Potrzebna jest ekspresowa zmiana ustawy
- Polscy politycy igrają z ogniem. Jeśli w ekspresowym tempie nie zmienią ustawy o paszach to albo produkcja drobiu i jaj w naszym kraju będzie musiała z dnia na dzień upaść, albo cała branża już za kilka tygodni będzie funkcjonowała nielegalnie – alarmuje Krajowa Izba Producentów Drobiu i Pasz.
KIPDiP przestrzega, że nie ma obecnie, ani w przewidywalnej przyszłości, alternatywy dla stosowania w żywieniu drobiu pasz z udziałem GMO. Całkowity brak podaży surowców mogących zastąpić składniki modyfikowane genetycznie sprowadzi na nasz kraj trudne do wyobrażenia, dramatyczne konsekwencje. Pomijając problemy branży, z dnia na dzień, gwałtownie podrożeją jaja i mięso drobiowe, których z czasem w sklepach zacznie brakować, a wart kilkanaście miliardów złotych polski eksport drobiarski załamie się.
Hodowców czeka bankructwo?
Modyfikowana genetycznie soja, będą ce jednym z podstawowych składników pasz, sprowadzana do Polski z obu Ameryk. W najbliższych kilkunastu latach nie będzie mogła być w żaden sposób zastąpiona. Problemem jest zbyt mała podaż surowców alternatywnych oraz - w przypadku niektórych produktów zamiennych - niekorzystne właściwości antyżywieniowe w chowie drobiu. Według KIPDiP powszechne stosowanie zamienników dla soi GMO oznaczałoby obecnie także brak opłacalności ekonomicznej produkcji drobiarskiej.
Do braku działań rządu w poruszanej kwestii, negatywnie ustosunkował się także Krajowy Związek Pracodawców – Producentów Trzody Chlewnej.

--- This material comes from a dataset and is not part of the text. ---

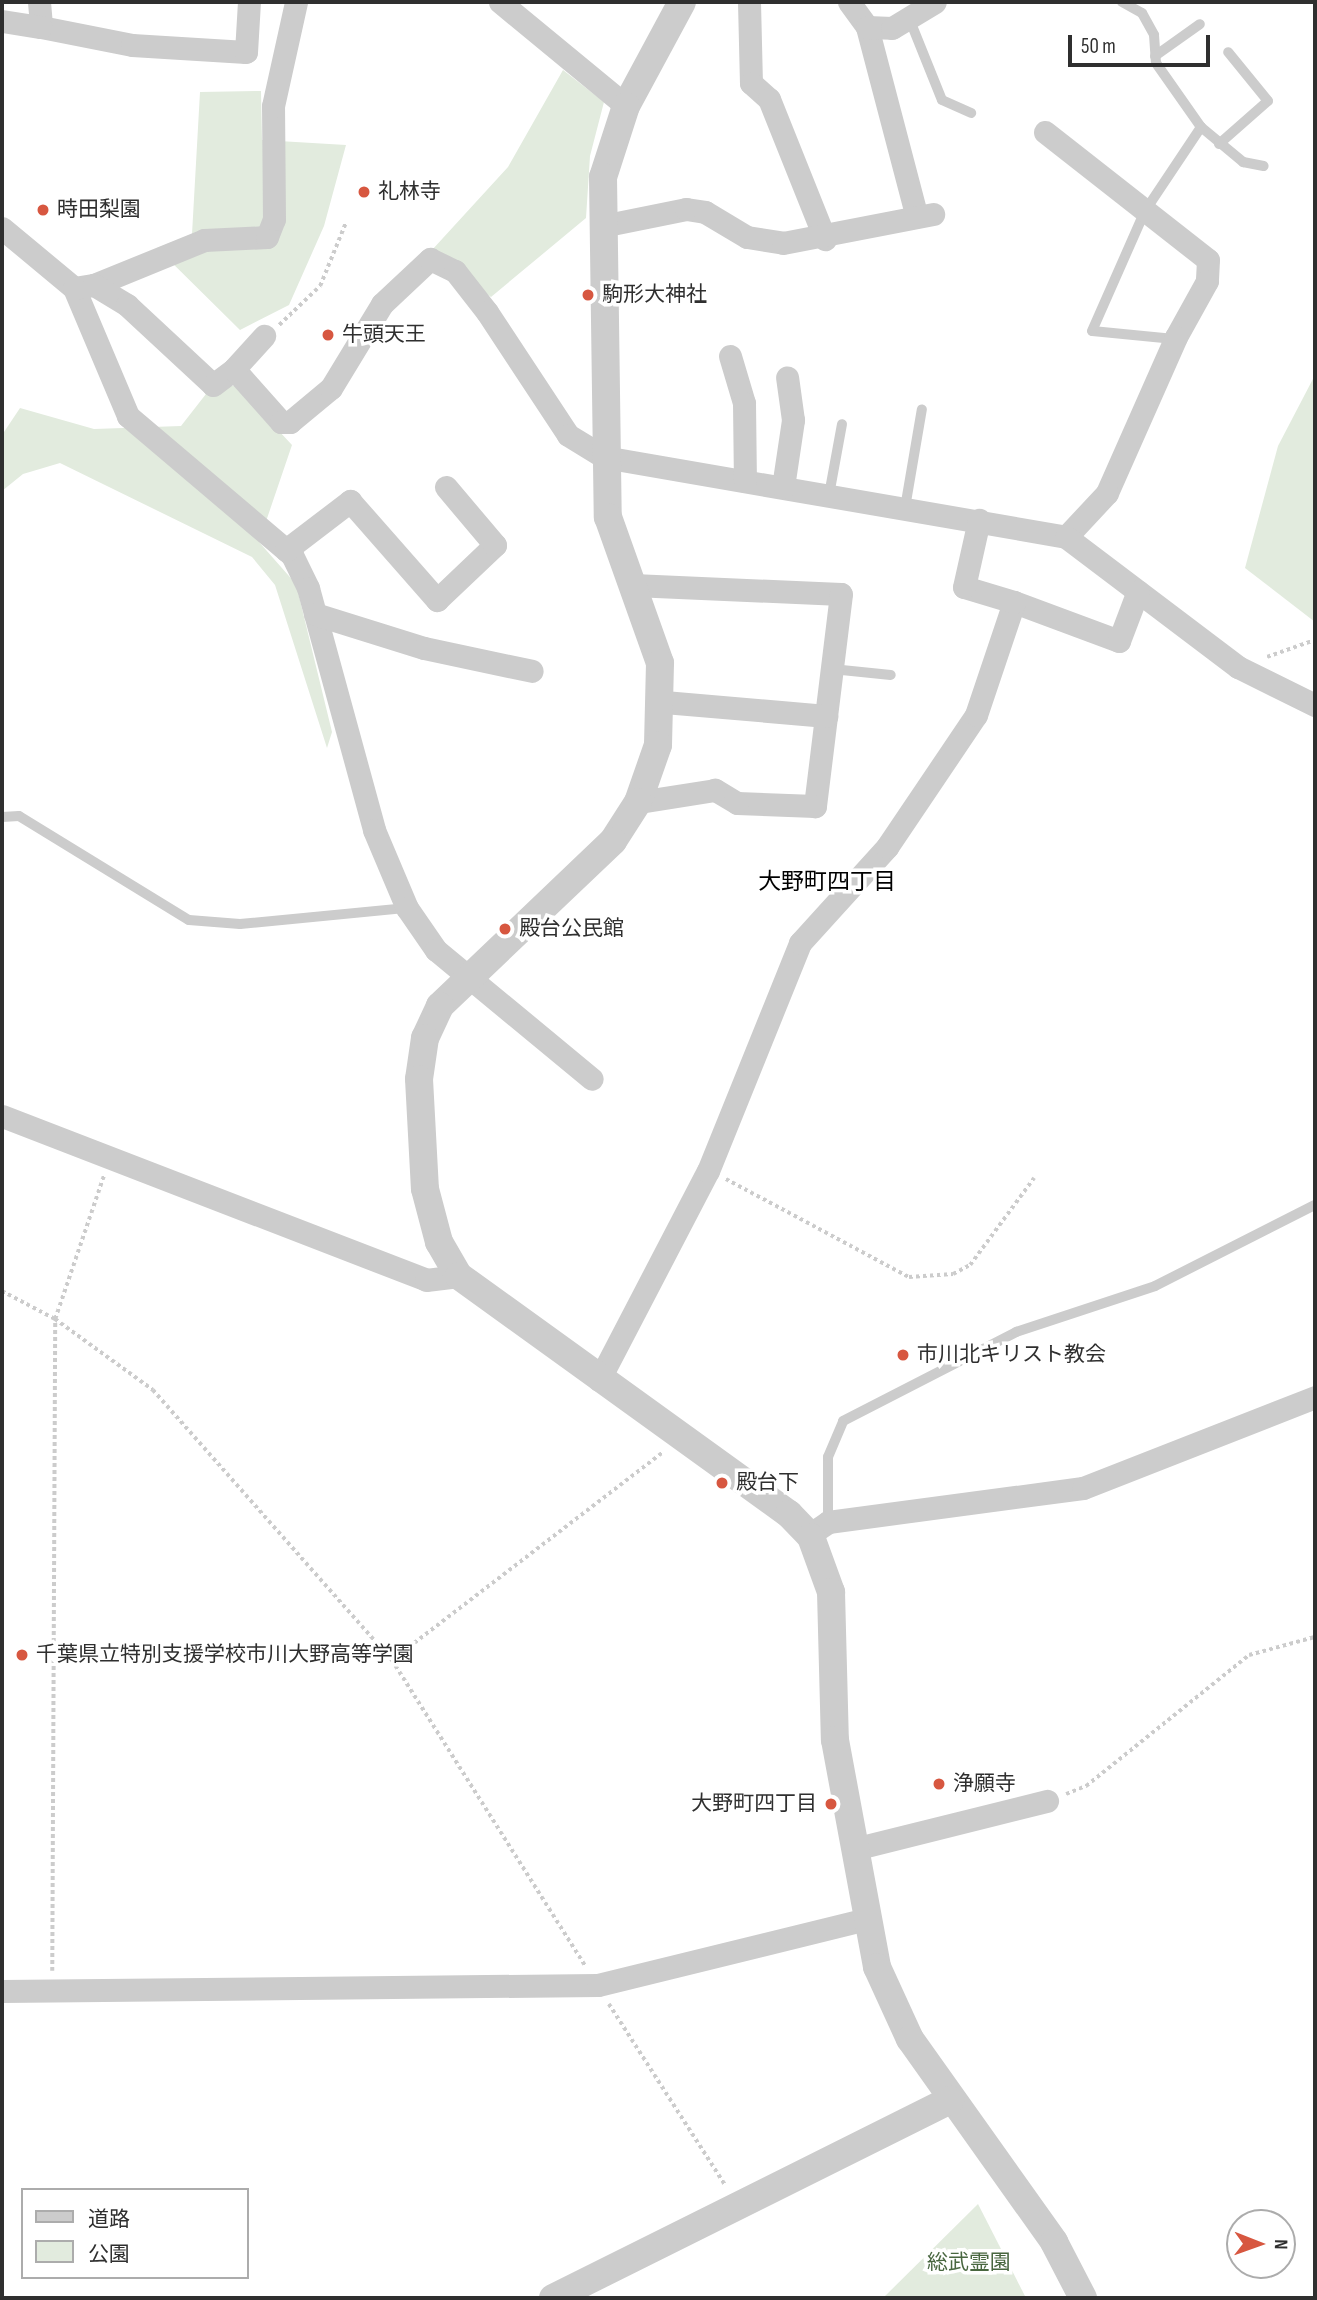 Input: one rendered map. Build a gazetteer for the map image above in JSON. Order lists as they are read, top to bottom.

- Wyrażamy swój sprzeciw wobec planów wprowadzania limitów określających wielkość udziału krajowych surowców białkowych do produkcji pasz przemysłowych. W naszej ocenie spowoduje to znaczący wzrost kosztów produkcji drobiu i trzody chlewnej, przez co pogorszy się konkurencyjność produktów z tych sektorów na rynkach międzynarodowych. W konsekwencji może to doprowadzić do ograniczenia miejsc pracy w produkcji zwierzęcej, w mieszalniach pasz i zakładach mięsnych oraz w firmach działających w otoczeniu tych sektorów – czytamy w komentarzu KZP-PTCH.
Jeśli ustawa o paszach nie zostałaby zmieniona, Polska byłaby jedynym krajem w Europie gdzie obowiązywałby zakaz żywienia zwierząt paszami zawierającymi składniki GMO.